Harvard and Trump administration’s battle over freeze of $2B in grants will head into summer
Apr 28, 2025, 12:10 PM

FILE - In this Sunday, March 13, 2016 photo, a relief sculpture rests on a gate to the entrance of Harvard University, in Cambridge, Mass. (AP Photo/Steven Senne, File)
Credit: ASSOCIATED PRESS
(AP Photo/Steven Senne, File)
BOSTON (AP) — The battle between Harvard University and the Trump administration’s freeze on its $2.2 billion in grants will head into the summer.
A federal judge on Monday scheduled arguments for July 21 over the university’s lawsuit against the government, after both sides met in court for the first time in a brief hearing.

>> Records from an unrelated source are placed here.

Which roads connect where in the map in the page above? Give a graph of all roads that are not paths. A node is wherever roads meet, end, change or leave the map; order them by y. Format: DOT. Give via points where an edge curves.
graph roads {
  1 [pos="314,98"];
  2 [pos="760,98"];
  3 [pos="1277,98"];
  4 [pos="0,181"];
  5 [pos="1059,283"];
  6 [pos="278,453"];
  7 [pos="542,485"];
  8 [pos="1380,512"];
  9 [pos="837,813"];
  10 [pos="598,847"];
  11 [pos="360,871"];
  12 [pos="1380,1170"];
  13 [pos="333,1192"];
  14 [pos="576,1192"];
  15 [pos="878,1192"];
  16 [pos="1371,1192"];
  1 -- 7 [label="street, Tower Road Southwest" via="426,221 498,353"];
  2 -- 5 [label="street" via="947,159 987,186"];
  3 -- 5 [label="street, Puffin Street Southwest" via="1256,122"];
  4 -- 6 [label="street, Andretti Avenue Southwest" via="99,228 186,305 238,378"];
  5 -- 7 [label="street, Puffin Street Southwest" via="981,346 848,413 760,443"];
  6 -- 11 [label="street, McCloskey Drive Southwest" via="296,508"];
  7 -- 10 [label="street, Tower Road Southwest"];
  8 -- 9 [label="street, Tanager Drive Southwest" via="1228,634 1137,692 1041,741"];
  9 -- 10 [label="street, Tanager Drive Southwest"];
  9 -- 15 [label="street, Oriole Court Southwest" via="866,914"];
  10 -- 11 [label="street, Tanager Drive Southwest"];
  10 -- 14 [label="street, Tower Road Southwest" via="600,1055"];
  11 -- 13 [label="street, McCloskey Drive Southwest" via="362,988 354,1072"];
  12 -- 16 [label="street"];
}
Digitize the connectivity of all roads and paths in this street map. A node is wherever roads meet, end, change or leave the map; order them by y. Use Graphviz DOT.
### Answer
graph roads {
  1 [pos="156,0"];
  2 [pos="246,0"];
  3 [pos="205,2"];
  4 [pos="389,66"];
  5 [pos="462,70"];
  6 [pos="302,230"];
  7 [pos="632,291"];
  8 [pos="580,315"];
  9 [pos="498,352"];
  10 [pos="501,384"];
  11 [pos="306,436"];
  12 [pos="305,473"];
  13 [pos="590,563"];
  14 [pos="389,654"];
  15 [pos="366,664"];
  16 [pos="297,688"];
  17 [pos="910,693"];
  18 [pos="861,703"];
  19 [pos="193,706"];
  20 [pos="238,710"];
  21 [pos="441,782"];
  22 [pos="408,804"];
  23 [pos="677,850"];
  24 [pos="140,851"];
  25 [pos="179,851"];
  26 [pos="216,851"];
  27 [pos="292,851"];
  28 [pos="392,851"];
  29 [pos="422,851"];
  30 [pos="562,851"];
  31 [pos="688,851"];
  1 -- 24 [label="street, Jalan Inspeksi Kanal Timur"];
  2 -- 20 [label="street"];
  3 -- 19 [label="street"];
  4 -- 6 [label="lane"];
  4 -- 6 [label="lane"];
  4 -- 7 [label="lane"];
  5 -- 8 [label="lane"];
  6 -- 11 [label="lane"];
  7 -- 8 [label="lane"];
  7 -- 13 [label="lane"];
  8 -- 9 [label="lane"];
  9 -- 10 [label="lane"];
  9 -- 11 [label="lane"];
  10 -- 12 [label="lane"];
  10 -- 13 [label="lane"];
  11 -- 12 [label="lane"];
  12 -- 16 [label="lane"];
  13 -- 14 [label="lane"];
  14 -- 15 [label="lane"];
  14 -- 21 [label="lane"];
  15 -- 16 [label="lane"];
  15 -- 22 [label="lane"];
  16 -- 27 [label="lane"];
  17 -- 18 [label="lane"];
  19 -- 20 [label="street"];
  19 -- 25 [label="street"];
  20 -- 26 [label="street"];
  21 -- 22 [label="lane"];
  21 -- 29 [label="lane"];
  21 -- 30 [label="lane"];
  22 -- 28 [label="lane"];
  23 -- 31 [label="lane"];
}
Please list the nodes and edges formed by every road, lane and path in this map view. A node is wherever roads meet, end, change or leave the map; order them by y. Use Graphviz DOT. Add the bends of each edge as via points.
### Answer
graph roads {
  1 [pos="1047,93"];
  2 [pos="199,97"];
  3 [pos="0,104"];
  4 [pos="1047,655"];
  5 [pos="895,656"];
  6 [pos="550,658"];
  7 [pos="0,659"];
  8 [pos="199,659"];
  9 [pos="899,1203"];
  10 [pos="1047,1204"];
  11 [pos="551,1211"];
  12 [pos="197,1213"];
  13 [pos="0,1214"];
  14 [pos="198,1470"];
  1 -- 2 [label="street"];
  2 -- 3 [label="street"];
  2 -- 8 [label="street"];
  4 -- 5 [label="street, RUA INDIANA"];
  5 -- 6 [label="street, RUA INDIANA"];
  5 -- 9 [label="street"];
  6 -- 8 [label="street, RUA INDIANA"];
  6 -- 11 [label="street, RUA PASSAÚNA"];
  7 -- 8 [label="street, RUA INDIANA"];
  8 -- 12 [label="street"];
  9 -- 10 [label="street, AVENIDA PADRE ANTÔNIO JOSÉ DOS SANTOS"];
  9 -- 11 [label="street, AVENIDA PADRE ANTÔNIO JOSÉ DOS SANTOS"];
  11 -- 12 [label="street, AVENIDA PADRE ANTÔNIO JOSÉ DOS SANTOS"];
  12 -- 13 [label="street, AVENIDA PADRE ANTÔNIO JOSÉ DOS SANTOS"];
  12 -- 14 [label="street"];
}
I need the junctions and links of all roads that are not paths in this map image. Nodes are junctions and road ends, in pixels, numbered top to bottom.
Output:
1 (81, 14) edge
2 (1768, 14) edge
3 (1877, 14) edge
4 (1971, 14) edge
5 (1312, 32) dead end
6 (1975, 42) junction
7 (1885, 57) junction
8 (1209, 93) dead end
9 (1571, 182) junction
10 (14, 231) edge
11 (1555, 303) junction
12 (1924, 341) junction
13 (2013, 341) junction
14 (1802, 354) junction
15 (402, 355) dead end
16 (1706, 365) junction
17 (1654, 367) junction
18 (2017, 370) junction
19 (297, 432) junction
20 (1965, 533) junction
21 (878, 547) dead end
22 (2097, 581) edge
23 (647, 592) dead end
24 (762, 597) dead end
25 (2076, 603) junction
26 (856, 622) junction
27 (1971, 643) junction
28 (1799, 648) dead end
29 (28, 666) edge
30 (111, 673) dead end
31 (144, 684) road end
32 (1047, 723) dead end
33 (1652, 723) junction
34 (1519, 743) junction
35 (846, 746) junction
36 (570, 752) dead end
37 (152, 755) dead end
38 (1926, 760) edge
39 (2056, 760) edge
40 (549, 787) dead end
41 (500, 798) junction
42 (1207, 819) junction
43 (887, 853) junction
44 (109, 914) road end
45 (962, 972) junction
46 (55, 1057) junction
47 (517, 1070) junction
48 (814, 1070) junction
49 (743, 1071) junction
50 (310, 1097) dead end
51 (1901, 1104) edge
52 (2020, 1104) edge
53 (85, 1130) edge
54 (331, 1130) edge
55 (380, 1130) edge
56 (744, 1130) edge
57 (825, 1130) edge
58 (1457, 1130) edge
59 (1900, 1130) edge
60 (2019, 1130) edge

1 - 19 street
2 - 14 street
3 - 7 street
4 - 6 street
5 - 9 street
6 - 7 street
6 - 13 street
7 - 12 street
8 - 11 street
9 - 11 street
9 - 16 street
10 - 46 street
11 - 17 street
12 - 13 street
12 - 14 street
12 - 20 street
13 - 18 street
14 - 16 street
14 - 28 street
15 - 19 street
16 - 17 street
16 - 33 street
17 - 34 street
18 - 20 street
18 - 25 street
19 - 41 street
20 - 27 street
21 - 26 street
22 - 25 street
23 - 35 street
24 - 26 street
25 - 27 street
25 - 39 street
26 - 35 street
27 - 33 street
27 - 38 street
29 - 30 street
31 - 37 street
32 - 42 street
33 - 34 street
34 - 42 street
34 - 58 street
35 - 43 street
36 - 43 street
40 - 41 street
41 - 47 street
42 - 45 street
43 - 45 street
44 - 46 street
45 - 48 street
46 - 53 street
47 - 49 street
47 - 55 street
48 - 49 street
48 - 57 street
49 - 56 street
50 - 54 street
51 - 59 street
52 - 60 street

Harvard sued April 21 after getting letters from the Trump administration calling for broad changes to government and leadership and to the university’s admissions policies.
The administration also demanded the university audit views of diversity on campus and stop recognizing some student clubs. It has argued universities allowed antisemitism to go unchecked at campus protests last year against Israel’s war in Gaza.
Harvard President Alan Garber said the university would not bend to the demands.
Harvard presents the Trump administration’s first major hurdle in its attempt to force change at universities that Republicans say have become hotbeds of liberalism and antisemitism. A part of that is targeting research funding which has fueled scientific breakthroughs but has become an easy source of leverage for the Trump administration.
Harvard’s suit called the funding freeze “arbitrary and capricious,” saying it violated its First Amendment rights and the statutory provisions of Title VI of the Civil Rights Act.